**DESCRIPTION OF THE TASK**
Copy out every line from the records that includes "true".

***** DATA TO EXAMINE

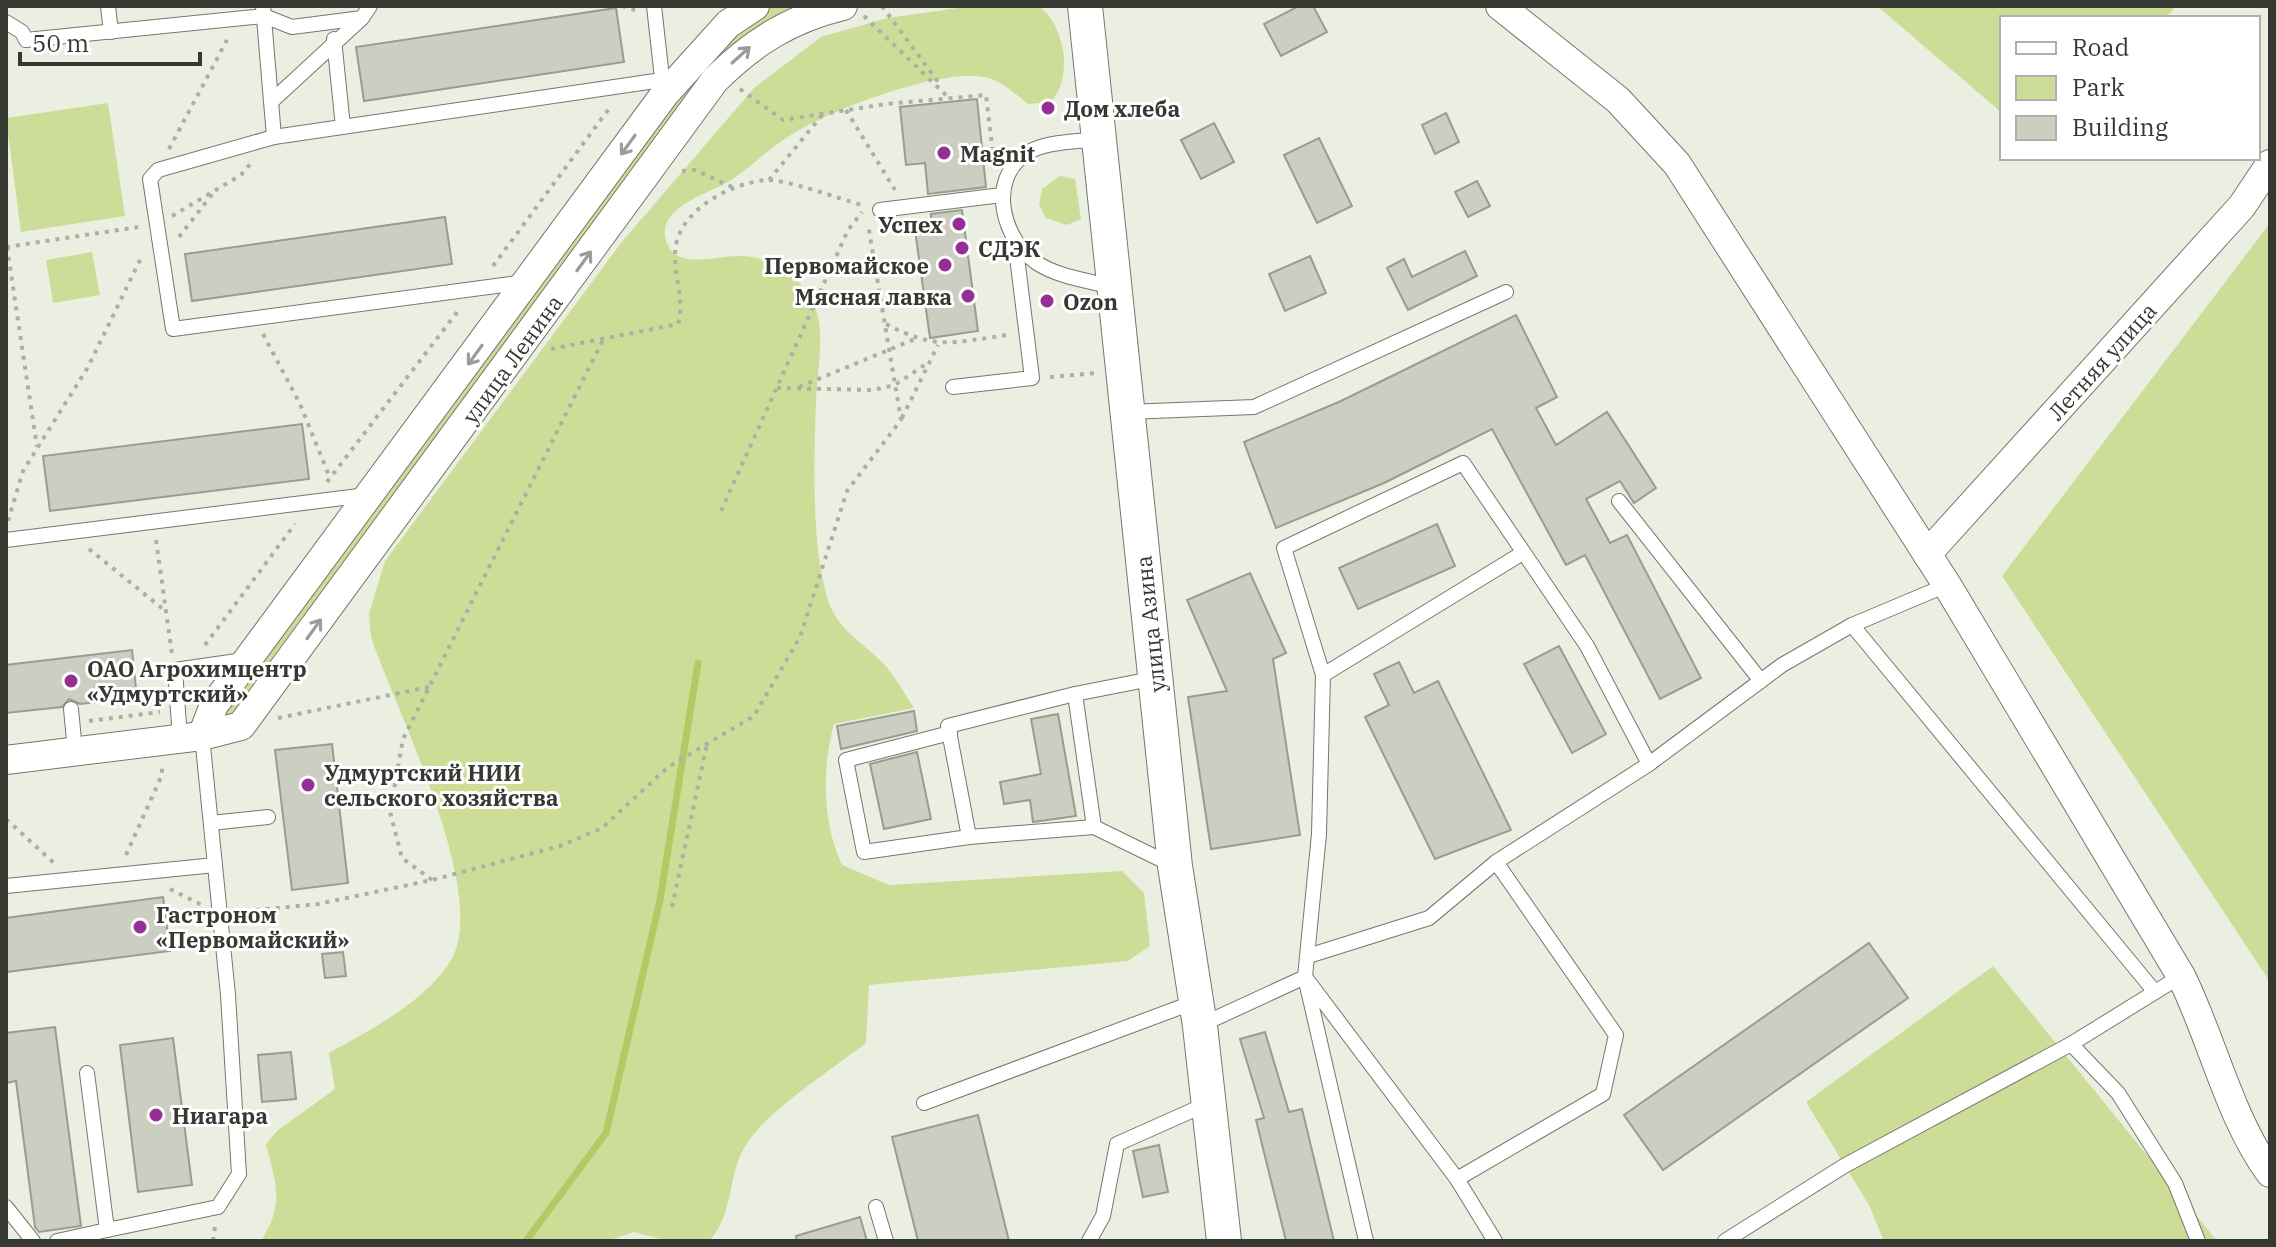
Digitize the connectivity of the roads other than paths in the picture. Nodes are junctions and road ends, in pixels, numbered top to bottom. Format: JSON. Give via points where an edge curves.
{"nodes":[{"id":1,"x":108,"y":6,"type":"edge"},
{"id":2,"x":654,"y":6,"type":"edge"},
{"id":3,"x":755,"y":6,"type":"edge"},
{"id":4,"x":843,"y":6,"type":"edge"},
{"id":5,"x":1085,"y":6,"type":"edge"},
{"id":6,"x":1500,"y":6,"type":"edge"},
{"id":7,"x":263,"y":11,"type":"edge"},
{"id":8,"x":366,"y":12,"type":"edge"},
{"id":9,"x":6,"y":22,"type":"edge"},
{"id":10,"x":332,"y":22,"type":"junction"},
{"id":11,"x":111,"y":32,"type":"junction"},
{"id":12,"x":334,"y":45,"type":"junction"},
{"id":13,"x":663,"y":88,"type":"junction"},
{"id":14,"x":273,"y":100,"type":"junction"},
{"id":15,"x":343,"y":127,"type":"junction"},
{"id":16,"x":274,"y":137,"type":"junction"},
{"id":17,"x":1099,"y":139,"type":"junction"},
{"id":18,"x":2270,"y":164,"type":"edge"},
{"id":19,"x":1000,"y":195,"type":"junction"},
{"id":20,"x":873,"y":208,"type":"road end"},
{"id":21,"x":1015,"y":241,"type":"junction"},
{"id":22,"x":528,"y":282,"type":"junction"},
{"id":23,"x":1114,"y":287,"type":"junction"},
{"id":24,"x":1506,"y":292,"type":"dead end"},
{"id":25,"x":953,"y":387,"type":"dead end"},
{"id":26,"x":1127,"y":412,"type":"junction"},
{"id":27,"x":371,"y":494,"type":"junction"},
{"id":28,"x":1619,"y":501,"type":"dead end"},
{"id":29,"x":6,"y":540,"type":"edge"},
{"id":30,"x":1521,"y":554,"type":"junction"},
{"id":31,"x":1927,"y":554,"type":"junction"},
{"id":32,"x":1947,"y":585,"type":"junction"},
{"id":33,"x":1852,"y":625,"type":"junction"},
{"id":34,"x":248,"y":659,"type":"junction"},
{"id":35,"x":1323,"y":675,"type":"junction"},
{"id":36,"x":1157,"y":677,"type":"junction"},
{"id":37,"x":1761,"y":681,"type":"junction"},
{"id":38,"x":1075,"y":694,"type":"junction"},
{"id":39,"x":71,"y":716,"type":"road end"},
{"id":40,"x":950,"y":733,"type":"junction"},
{"id":41,"x":181,"y":738,"type":"junction"},
{"id":42,"x":75,"y":751,"type":"junction"},
{"id":43,"x":6,"y":760,"type":"edge"},
{"id":44,"x":1649,"y":764,"type":"junction"},
{"id":45,"x":268,"y":817,"type":"dead end"},
{"id":46,"x":211,"y":823,"type":"junction"},
{"id":47,"x":1094,"y":827,"type":"junction"},
{"id":48,"x":969,"y":837,"type":"junction"},
{"id":49,"x":1496,"y":862,"type":"junction"},
{"id":50,"x":215,"y":865,"type":"junction"},
{"id":51,"x":1175,"y":866,"type":"junction"},
{"id":52,"x":6,"y":886,"type":"edge"},
{"id":53,"x":1308,"y":956,"type":"junction"},
{"id":54,"x":2181,"y":976,"type":"junction"},
{"id":55,"x":1305,"y":977,"type":"junction"},
{"id":56,"x":2155,"y":992,"type":"junction"},
{"id":57,"x":1199,"y":1013,"type":"junction"},
{"id":58,"x":2071,"y":1044,"type":"junction"},
{"id":59,"x":87,"y":1073,"type":"dead end"},
{"id":60,"x":924,"y":1103,"type":"dead end"},
{"id":61,"x":1210,"y":1103,"type":"junction"},
{"id":62,"x":2270,"y":1173,"type":"edge"},
{"id":63,"x":1457,"y":1179,"type":"junction"},
{"id":64,"x":6,"y":1207,"type":"edge"},
{"id":65,"x":876,"y":1207,"type":"dead end"},
{"id":66,"x":107,"y":1230,"type":"junction"},
{"id":67,"x":33,"y":1241,"type":"edge"},
{"id":68,"x":57,"y":1241,"type":"edge"},
{"id":69,"x":886,"y":1241,"type":"edge"},
{"id":70,"x":1089,"y":1241,"type":"edge"},
{"id":71,"x":1224,"y":1241,"type":"edge"},
{"id":72,"x":1366,"y":1241,"type":"edge"},
{"id":73,"x":1495,"y":1241,"type":"edge"},
{"id":74,"x":1725,"y":1241,"type":"edge"},
{"id":75,"x":2198,"y":1241,"type":"edge"}],
"edges":[{"from":1,"to":11,"type":"lane"},
{"from":2,"to":13,"type":"lane"},
{"from":3,"to":13,"type":"street","name":"улица Ленина","via":[[728,24]]},
{"from":41,"to":4,"type":"street","name":"улица Ленина","one_way":true,"via":[[241,726],[715,80],[747,48],[788,23]]},
{"from":5,"to":17,"type":"street","name":"улица Азина"},
{"from":6,"to":31,"type":"street","via":[[1618,100],[1677,164]]},
{"from":7,"to":10,"type":"lane","via":[[292,27]]},
{"from":7,"to":11,"type":"lane","via":[[238,19]]},
{"from":7,"to":14,"type":"lane"},
{"from":8,"to":10,"type":"lane"},
{"from":8,"to":12,"type":"lane"},
{"from":9,"to":11,"type":"lane","via":[[26,40]]},
{"from":10,"to":12,"type":"lane"},
{"from":12,"to":14,"type":"lane"},
{"from":12,"to":15,"type":"lane"},
{"from":13,"to":15,"type":"lane","via":[[626,86]]},
{"from":13,"to":22,"type":"street","name":"улица Ленина","one_way":true},
{"from":14,"to":16,"type":"lane"},
{"from":15,"to":16,"type":"lane"},
{"from":16,"to":22,"type":"lane","via":[[158,170],[150,179],[173,329]]},
{"from":17,"to":19,"type":"lane","via":[[1025,154]]},
{"from":17,"to":23,"type":"street","name":"улица Азина"},
{"from":18,"to":31,"type":"street","name":"Летняя улица","via":[[2242,206]]},
{"from":19,"to":20,"type":"lane"},
{"from":19,"to":21,"type":"lane"},
{"from":21,"to":23,"type":"lane","via":[[1038,263]]},
{"from":21,"to":25,"type":"lane","via":[[1032,378]]},
{"from":22,"to":27,"type":"street","name":"улица Ленина","one_way":true},
{"from":23,"to":26,"type":"street","name":"улица Азина"},
{"from":24,"to":26,"type":"lane","via":[[1254,407]]},
{"from":26,"to":36,"type":"street","name":"улица Азина"},
{"from":27,"to":29,"type":"lane"},
{"from":27,"to":34,"type":"street","name":"улица Ленина"},
{"from":28,"to":37,"type":"lane"},
{"from":30,"to":35,"type":"lane"},
{"from":30,"to":35,"type":"lane","via":[[1463,463],[1284,548]]},
{"from":30,"to":44,"type":"lane","via":[[1587,646]]},
{"from":31,"to":32,"type":"street"},
{"from":32,"to":33,"type":"lane"},
{"from":32,"to":54,"type":"street"},
{"from":33,"to":37,"type":"lane"},
{"from":33,"to":56,"type":"lane"},
{"from":34,"to":41,"type":"street","name":"улица Ленина"},
{"from":34,"to":41,"type":"lane","via":[[175,670]]},
{"from":35,"to":53,"type":"lane","via":[[1319,834]]},
{"from":36,"to":38,"type":"lane"},
{"from":36,"to":51,"type":"street","name":"улица Азина"},
{"from":37,"to":44,"type":"lane"},
{"from":38,"to":40,"type":"lane","via":[[948,726]]},
{"from":38,"to":47,"type":"lane"},
{"from":39,"to":42,"type":"lane"},
{"from":40,"to":48,"type":"lane"},
{"from":40,"to":48,"type":"lane","via":[[846,760],[864,852]]},
{"from":41,"to":42,"type":"street"},
{"from":41,"to":46,"type":"lane"},
{"from":42,"to":43,"type":"street"},
{"from":44,"to":49,"type":"lane"},
{"from":45,"to":46,"type":"lane"},
{"from":46,"to":50,"type":"lane"},
{"from":47,"to":48,"type":"lane"},
{"from":47,"to":51,"type":"lane"},
{"from":49,"to":53,"type":"lane","via":[[1429,918]]},
{"from":49,"to":63,"type":"lane","via":[[1616,1035],[1603,1094]]},
{"from":50,"to":52,"type":"lane"},
{"from":50,"to":66,"type":"lane","via":[[239,1174],[218,1207]]},
{"from":51,"to":57,"type":"street","name":"улица Азина"},
{"from":53,"to":55,"type":"lane"},
{"from":54,"to":56,"type":"lane"},
{"from":54,"to":62,"type":"street","via":[[2243,1126]]},
{"from":55,"to":57,"type":"lane"},
{"from":55,"to":63,"type":"lane"},
{"from":55,"to":72,"type":"lane"},
{"from":56,"to":58,"type":"lane"},
{"from":57,"to":60,"type":"lane"},
{"from":57,"to":61,"type":"street","name":"улица Азина"},
{"from":58,"to":74,"type":"lane","via":[[1844,1166]]},
{"from":58,"to":75,"type":"lane","via":[[2118,1093],[2175,1183]]},
{"from":59,"to":66,"type":"lane"},
{"from":61,"to":70,"type":"lane","via":[[1117,1144],[1103,1216]]},
{"from":61,"to":71,"type":"street","name":"улица Азина"},
{"from":63,"to":73,"type":"lane"},
{"from":64,"to":67,"type":"lane"},
{"from":65,"to":69,"type":"lane"},
{"from":66,"to":68,"type":"lane"}]}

**********

**RESPONSE BELOW**
{"from":41,"to":4,"type":"street","name":"улица Ленина","one_way":true,"via":[[241,726],[715,80],[747,48],[788,23]]},
{"from":13,"to":22,"type":"street","name":"улица Ленина","one_way":true},
{"from":22,"to":27,"type":"street","name":"улица Ленина","one_way":true},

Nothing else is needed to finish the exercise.